Dr. Odede, having grown up in Kibera slums, witnessed the injustices faced by slum residents and transformed the adversity into an opportunity for the underprivileged when he embarked on this venture seven years ago. He aimed to promote financial inclusivity, allowing people living in slums to have their own SACCO for saving and borrowing money with dignity. The SACCO has become the largest financial institution catering to the slum community, granting them a sense of self-worth and support.

Mr. Ibrahim Maina, Senior Manager at Shofco SACCO, emphasized their focus on developing youth-friendly products and implementing ICT systems to enhance member access to funds.

The SACCO is in the process of procuring a robust system comprising an MIS portal, USSD, App, and Interactive Web Portal. Mr. Maina highlighted the importance of the USSD feature for members without smartphones, who make up the majority.

The SACCO targets individuals without collateral, offering loan facilities to aspiring entrepreneurs. As long as a person is a member and demonstrates the ability to conduct business and repay the loan, they are eligible to receive financial assistance.

In the next six months, the SACCO plans to open another main branch office, either in Mombasa or Kisumu, to expand its reach.

Dolphin Aremo, County Director of Co-operatives, commended Shofco SACCO for its rapid growth within just seven years. She expressed appreciation for the SACCO’s significant achievements, highlighting the contrast with other institutions that have existed for over two decades without establishing a proper office space.
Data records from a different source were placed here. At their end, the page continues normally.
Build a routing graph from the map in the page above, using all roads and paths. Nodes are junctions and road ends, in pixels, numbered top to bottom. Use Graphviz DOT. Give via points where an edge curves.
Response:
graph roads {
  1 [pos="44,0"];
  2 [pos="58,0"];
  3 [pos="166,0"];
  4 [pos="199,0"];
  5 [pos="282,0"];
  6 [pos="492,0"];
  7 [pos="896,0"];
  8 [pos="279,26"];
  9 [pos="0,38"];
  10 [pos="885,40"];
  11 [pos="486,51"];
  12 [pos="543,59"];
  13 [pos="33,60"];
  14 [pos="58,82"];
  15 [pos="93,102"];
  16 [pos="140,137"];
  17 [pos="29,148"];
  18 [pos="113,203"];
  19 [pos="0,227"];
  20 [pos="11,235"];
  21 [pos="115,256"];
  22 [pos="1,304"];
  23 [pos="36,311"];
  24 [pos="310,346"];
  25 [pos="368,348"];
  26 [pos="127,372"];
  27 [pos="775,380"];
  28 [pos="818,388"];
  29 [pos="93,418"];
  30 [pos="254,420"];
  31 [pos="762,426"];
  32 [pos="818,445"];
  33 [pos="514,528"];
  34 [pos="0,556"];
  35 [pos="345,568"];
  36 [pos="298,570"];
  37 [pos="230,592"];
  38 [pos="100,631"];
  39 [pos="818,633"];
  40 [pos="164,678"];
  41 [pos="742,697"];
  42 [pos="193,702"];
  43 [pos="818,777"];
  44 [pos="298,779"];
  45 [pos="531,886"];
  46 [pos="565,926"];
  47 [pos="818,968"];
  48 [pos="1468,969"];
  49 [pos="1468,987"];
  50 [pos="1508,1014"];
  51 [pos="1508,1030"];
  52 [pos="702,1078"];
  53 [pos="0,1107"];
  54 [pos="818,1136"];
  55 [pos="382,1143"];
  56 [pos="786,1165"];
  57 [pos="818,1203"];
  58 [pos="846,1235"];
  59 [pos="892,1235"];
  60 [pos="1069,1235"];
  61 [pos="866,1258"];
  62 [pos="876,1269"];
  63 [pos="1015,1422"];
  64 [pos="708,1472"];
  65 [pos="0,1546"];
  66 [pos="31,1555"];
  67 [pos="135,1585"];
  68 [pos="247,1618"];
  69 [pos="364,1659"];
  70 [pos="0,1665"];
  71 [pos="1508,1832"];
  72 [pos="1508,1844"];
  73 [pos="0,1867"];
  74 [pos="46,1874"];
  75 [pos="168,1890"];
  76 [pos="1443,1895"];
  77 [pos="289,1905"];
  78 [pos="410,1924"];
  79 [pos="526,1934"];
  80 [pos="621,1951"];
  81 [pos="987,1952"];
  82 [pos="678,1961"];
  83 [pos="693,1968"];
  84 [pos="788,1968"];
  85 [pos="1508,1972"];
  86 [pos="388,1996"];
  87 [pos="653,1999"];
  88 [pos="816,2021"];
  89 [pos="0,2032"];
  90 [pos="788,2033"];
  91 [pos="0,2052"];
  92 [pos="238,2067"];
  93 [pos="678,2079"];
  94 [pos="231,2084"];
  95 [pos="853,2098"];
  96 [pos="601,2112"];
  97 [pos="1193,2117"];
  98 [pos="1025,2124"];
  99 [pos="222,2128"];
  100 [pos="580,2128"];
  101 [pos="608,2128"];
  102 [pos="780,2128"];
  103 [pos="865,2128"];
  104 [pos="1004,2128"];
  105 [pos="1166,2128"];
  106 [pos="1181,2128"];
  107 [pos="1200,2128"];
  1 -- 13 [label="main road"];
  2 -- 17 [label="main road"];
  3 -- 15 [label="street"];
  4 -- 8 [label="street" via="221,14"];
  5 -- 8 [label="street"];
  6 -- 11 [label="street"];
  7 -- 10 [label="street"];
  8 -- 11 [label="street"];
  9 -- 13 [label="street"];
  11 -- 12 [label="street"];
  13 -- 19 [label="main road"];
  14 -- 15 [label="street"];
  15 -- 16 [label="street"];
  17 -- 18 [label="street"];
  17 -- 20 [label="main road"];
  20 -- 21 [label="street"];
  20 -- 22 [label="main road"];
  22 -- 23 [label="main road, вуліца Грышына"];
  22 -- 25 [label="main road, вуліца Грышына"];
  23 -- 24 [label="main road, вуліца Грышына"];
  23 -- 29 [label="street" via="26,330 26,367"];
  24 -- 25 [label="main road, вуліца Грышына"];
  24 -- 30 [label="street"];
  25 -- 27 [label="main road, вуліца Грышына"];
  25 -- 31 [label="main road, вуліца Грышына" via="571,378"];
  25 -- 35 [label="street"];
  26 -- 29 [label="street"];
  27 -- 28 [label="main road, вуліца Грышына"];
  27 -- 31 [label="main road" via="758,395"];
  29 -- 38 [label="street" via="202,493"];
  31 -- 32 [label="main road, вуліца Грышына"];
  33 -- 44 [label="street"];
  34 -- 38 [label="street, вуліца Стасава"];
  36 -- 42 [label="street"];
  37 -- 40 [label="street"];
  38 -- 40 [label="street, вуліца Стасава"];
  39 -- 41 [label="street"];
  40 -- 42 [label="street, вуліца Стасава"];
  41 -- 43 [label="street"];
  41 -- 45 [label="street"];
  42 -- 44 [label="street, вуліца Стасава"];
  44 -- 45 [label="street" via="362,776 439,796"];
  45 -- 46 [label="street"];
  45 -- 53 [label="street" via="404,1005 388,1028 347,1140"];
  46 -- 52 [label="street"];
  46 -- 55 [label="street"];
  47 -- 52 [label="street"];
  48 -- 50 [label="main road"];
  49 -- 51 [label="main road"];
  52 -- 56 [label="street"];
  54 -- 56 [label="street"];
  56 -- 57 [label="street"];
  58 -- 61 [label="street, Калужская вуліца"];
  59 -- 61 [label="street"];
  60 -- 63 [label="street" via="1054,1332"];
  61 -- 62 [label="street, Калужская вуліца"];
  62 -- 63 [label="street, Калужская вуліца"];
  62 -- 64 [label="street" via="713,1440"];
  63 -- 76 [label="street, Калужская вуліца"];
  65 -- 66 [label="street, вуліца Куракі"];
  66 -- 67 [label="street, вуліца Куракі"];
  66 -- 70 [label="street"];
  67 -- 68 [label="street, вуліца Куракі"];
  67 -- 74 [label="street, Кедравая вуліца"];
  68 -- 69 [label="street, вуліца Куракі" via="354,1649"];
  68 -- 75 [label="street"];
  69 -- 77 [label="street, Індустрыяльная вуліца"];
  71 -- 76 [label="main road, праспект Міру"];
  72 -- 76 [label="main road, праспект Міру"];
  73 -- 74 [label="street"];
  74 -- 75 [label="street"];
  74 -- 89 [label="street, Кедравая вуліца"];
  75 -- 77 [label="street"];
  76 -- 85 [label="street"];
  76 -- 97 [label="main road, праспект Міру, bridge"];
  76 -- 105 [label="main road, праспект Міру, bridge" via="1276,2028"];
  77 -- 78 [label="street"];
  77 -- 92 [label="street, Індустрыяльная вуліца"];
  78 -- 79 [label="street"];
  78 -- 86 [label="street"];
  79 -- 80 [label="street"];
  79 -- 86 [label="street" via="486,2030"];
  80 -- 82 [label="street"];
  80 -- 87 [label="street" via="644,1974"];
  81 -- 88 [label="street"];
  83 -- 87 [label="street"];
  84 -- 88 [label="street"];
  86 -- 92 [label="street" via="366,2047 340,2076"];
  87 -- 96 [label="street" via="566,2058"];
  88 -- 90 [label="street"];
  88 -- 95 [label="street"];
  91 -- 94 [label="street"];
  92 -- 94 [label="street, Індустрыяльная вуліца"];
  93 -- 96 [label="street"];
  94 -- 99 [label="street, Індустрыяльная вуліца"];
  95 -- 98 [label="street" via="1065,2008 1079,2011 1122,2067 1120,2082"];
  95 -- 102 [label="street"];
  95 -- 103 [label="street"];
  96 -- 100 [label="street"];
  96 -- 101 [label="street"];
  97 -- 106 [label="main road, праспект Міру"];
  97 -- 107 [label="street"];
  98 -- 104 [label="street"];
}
Since its inception, the SACCO has disbursed over Sh580 million in loans to its members. Deposits have grown from Sh76 million in 2021 to Sh126 million in 2022, while loans to members increased from Sh87 million in 2021 to Sh148 million in 2022.

Beneficiaries of Shofco SACCO shared inspiring stories of transformation. Dennis Owino used a loan from the SACCO to purchase a car for his taxi business. With the income generated, he then ventured into opening a boutique. Veronica David from Kawangware saved for six months with the SACCO, enabling her to borrow money. She utilized the funds to restock her business and resolve her children’s school fees challenges. She now operates a successful grocery shop and has aspirations to purchase land and build her own house.

Shofco SACCO’s achievements exemplify how financial inclusivity can empower marginalized communities, ushering in economic transformations and instilling hope where it was once lost.